Home is Where The Heart Is

Ugyen and I sit cross legged by a window in his family home, looking out onto the Punakha valley. Day breaks early here, the mist in the valley suspended halfway up the mountain. The first rays from the sun cresting the hill light up the slopes facing the house, the lush temperate forest an intricate embroidered coat over the looming mountain form. The light picks out the roofs of a few houses glistening like jewels in the green, and the steeple of a temple and rows of prayer flags allow us to trace unseen footpaths in our mind’s eye.
Over steaming hot cups of suja, Ugyen speaks of his life growing up here, a ten minute walk from the village of Thangbji. The pace of life has changed little in these parts, and that unchanging existence is reflected in the view, one that has been the same as long as he can remember. As he bursts into his signature booming laugh, he jokes that anyone looking at his house might think the same of him!


Ugyen relates the tale of how his father came to possess this land, “Chaana”.  After some time in the military, Ugyen’s father was appointed an attendant to the third king’s brother, whom he served for many years. When it was time for him to retire, he was offered compensation for his service. “And all he asked for”, Ugyen exclaims, “was a radio!” It was only through the generosity of the queen mother that he was granted this land and the aid of people to build a home. Narrating this story today, Ugyen rues his father’s lack of foresight, believing he could have created better opportunities for his children by placing greater value on his labour.

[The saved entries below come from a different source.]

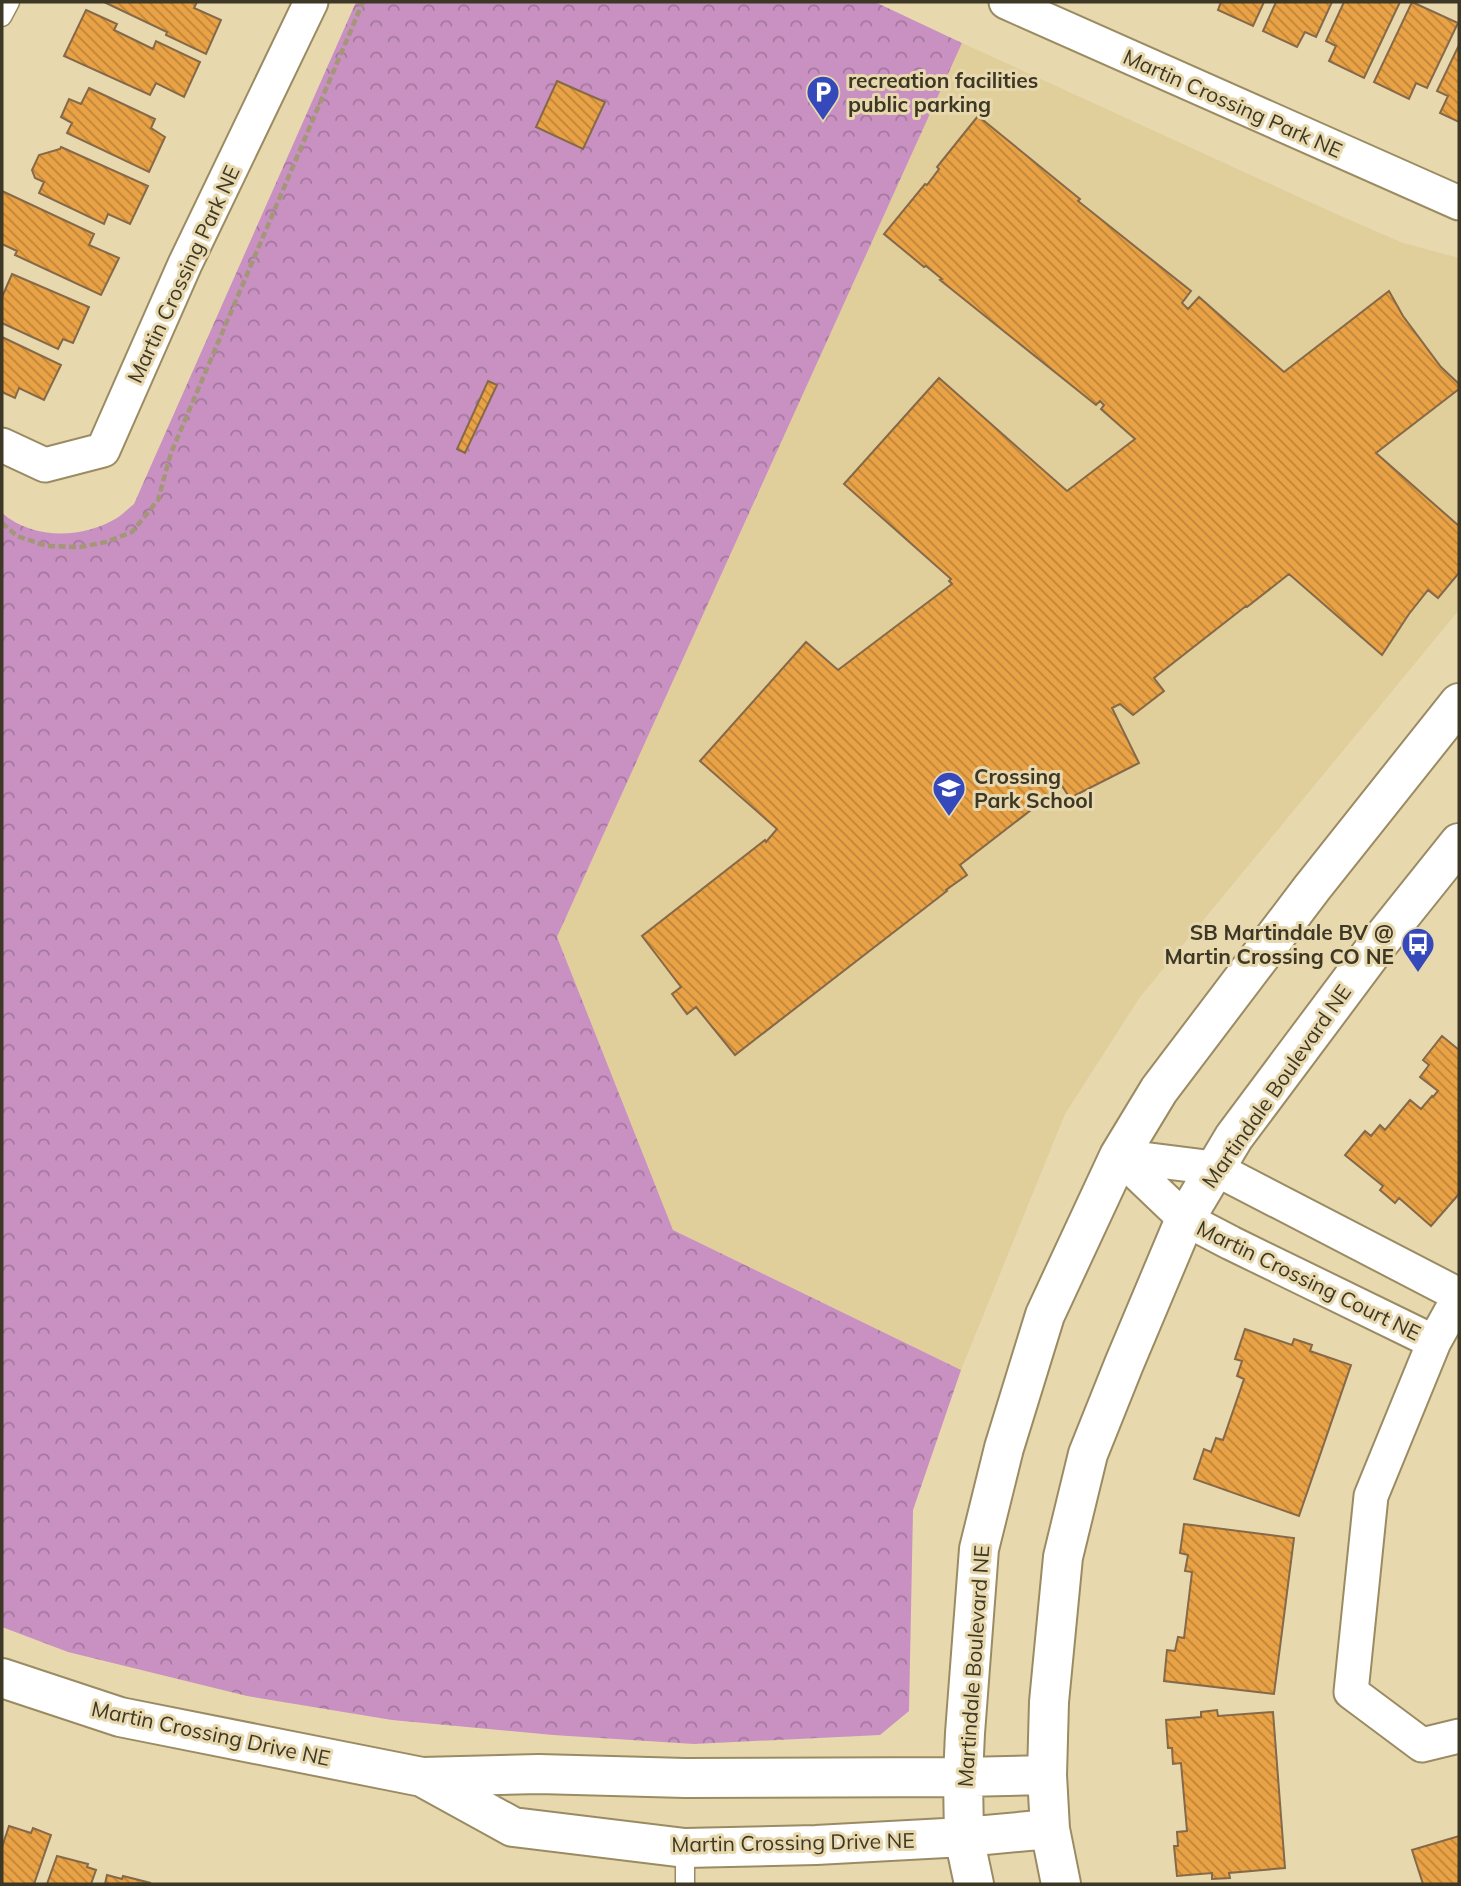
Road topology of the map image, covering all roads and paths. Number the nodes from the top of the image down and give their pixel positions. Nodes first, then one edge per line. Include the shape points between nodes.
1 (10, 2) edge
2 (311, 2) edge
3 (363, 2) edge
4 (1006, 2) edge
5 (2, 17) edge
6 (1459, 204) edge
7 (2, 445) edge
8 (2, 523) edge
9 (1459, 703) edge
10 (1459, 843) edge
11 (1119, 1156) junction
12 (1214, 1168) junction
13 (1185, 1219) junction
14 (1459, 1296) edge
15 (1434, 1342) junction
16 (2, 1678) edge
17 (1459, 1736) edge
18 (1047, 1774) junction
19 (422, 1777) junction
20 (963, 1777) junction
21 (1050, 1829) junction
22 (964, 1837) junction
23 (685, 1866) edge
24 (974, 1884) edge
25 (1061, 1884) edge

1 - 5 lane
2 - 7 street, Martin Crossing Park NE via 185,264 103,450 45,465
3 - 8 path via 171,453 158,500 132,532 80,547 47,545 17,536
4 - 6 street, Martin Crossing Park NE
9 - 11 street, Martindale Boulevard NE via 1158,1090
10 - 12 street, Martindale Boulevard NE via 1371,953
11 - 12 street, Martin Crossing Court NE
11 - 13 street, Martin Crossing Court NE
11 - 20 street, Martindale Boulevard NE via 1045,1315 1004,1448 979,1549
12 - 13 street, Martindale Boulevard NE
12 - 14 street, Martin Crossing Court NE
13 - 15 street, Martin Crossing Court NE
13 - 18 street, Martindale Boulevard NE via 1087,1454 1063,1557
14 - 15 street, Martin Crossing Court NE
15 - 17 street, Martin Crossing Court NE via 1371,1496 1351,1692 1422,1745
16 - 19 street, Martin Crossing Drive NE via 120,1717
18 - 20 street, Martin Crossing Drive NE
18 - 21 street, Martindale Boulevard NE
19 - 20 street, Martin Crossing Drive NE
19 - 23 street, Martin Crossing Drive NE via 513,1827
20 - 22 street, Martindale Boulevard NE
21 - 22 street, Martin Crossing Drive NE
21 - 25 street, Martindale Boulevard NE
22 - 23 street, Martin Crossing Drive NE via 816,1845
22 - 24 street, Martindale Boulevard NE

Ugyen is of the generation that has seen the most dramatic changes in the country. They have watched Bhutan move from a primarily tribal and monarchist culture to a more “modern” society. The shift in social and cultural values accompanying this transition is reflected in the architecture. The gulf between the old and the new is evident in the ways that the cities are developing and the way that new construction and design is approached. Most adults have left their villages behind, finding little scope for their futures in a rural environment. There is still, however, a very strong tie they feel to their hometowns – the community spirit which seems lacking in the cities they now call home. Ugyen’s journey, too, has led him from his village to his current life in Thimphu.


Village life is about sharing resources to survive. Members of the community come together to plant and harvest in the fields and to celebrate annual festivals. Building of a house is initiated by the individual, but supported by the entire village. Spaces of congregation are informal and organic, scaled to accommodate the smaller numbers characteristic of village populations. Resources are bartered or obtained from the surrounding forests, people living in symbiosis with their surroundings. This inter-dependency forms strong communities which take precedence over the individual, balancing the use of resources and creating a sense of security and belonging.

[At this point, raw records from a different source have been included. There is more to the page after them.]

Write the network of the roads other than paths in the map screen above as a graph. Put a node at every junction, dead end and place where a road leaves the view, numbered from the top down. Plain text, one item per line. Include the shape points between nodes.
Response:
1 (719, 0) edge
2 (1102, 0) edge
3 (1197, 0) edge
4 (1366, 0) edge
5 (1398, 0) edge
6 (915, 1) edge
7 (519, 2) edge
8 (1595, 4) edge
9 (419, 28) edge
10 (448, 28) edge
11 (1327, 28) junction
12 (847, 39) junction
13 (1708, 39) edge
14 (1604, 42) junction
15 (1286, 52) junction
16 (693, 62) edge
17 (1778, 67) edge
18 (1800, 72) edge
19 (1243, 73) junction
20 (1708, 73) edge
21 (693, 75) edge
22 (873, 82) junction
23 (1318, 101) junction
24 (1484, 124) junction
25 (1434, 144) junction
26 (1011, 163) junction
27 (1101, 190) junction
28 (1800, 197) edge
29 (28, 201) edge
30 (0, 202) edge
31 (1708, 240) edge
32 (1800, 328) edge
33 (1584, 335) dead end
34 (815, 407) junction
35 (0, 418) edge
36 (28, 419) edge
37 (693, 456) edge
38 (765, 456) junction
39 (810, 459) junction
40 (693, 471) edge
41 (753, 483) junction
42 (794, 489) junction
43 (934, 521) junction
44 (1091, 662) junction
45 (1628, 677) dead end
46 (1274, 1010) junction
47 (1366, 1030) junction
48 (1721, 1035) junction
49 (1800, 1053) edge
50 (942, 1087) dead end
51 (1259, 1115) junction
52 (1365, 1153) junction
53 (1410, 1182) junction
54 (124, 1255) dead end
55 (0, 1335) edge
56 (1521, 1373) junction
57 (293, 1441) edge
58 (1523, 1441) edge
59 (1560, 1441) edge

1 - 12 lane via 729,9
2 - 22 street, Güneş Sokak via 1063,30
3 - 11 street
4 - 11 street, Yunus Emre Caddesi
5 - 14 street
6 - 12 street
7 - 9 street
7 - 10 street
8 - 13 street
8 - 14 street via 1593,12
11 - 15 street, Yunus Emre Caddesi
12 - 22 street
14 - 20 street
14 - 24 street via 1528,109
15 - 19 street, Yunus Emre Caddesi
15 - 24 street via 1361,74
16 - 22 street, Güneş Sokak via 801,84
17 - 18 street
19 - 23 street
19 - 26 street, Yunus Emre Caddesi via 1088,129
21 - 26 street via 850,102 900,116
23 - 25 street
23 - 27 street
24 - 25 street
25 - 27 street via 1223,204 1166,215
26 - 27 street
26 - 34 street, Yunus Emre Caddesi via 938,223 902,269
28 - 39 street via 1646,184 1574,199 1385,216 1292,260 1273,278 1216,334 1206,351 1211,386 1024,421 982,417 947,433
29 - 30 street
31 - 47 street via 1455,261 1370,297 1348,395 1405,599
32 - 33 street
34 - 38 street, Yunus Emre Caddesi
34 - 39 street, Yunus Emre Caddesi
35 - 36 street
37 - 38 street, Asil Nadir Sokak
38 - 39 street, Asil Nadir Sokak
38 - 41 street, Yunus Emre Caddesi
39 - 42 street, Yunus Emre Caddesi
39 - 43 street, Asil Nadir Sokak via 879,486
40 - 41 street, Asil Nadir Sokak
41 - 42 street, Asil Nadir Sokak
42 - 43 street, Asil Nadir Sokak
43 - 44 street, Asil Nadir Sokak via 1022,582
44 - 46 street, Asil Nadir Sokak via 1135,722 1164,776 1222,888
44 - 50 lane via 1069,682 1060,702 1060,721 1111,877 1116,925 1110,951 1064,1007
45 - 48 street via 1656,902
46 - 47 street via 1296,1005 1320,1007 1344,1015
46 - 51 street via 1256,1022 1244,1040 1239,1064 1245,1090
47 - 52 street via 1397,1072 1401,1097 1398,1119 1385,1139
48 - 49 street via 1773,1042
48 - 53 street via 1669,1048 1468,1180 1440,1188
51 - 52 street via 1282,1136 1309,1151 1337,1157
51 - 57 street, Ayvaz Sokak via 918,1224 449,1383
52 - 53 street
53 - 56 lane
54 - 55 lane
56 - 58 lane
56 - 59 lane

One observes the fragility of these systems in the face of larger changes in Bhutan. While technological progress and modern conveniences are necessary, they change the fabric of rural life and make it harder for villages to stay relevant. Old ways of living are no longer sufficient to support modern lifestyles. Ugyen returns periodically to his roots to refresh his soul, each time struck by his sense of belonging but knowing he cannot stay for good. He believes that the resistance and skepticism with which new ideas and innovation are met are the greatest obstacles to making villages sustainable today.


Historical processes and practices are often collateral damage in the rush towards development. They are often merely imitated, and sometimes entirely forgotten, rather than adapted to the current context. Ugyen contrasts his life now with his experiences of childhood and youth – recalling the various places and spaces he has inhabited and visited, and the spirit of community within them. He is bemused at the fact that the same people who grew up in these spaces become indifferent individuals when they move away – “Why can’t we take this sense of community to the city?”

This section follows Ugyen through those spaces, understanding their roots in history and community, and exploring how those connections have changed with time.


This Post Has 2 Comments

  1. Deepa Ganapathy

    It is true that villages or rural life as we call it does come with lack of initiative,openness. I have lived some part of my childhood in rural Kerala. And all I could remember thinking was when will I ever get to live in a town. So wishing away towns or cities is not correct. It is really important to marry the best of both the world’s for times ahead

  2. Bhanumathy Vasudevan

    The purpose you had set for this – going under the ‘shangrilla’ like beauty of Bhutan and unravelling many layers with lens of architecture , beauty, rural and urban dynamics and its implications on rural folks is a journey akin to that of a pilgrim. i am waiting with bated breath for the next in series!
    Great and beautiful work of passion and heart! Hats off to you!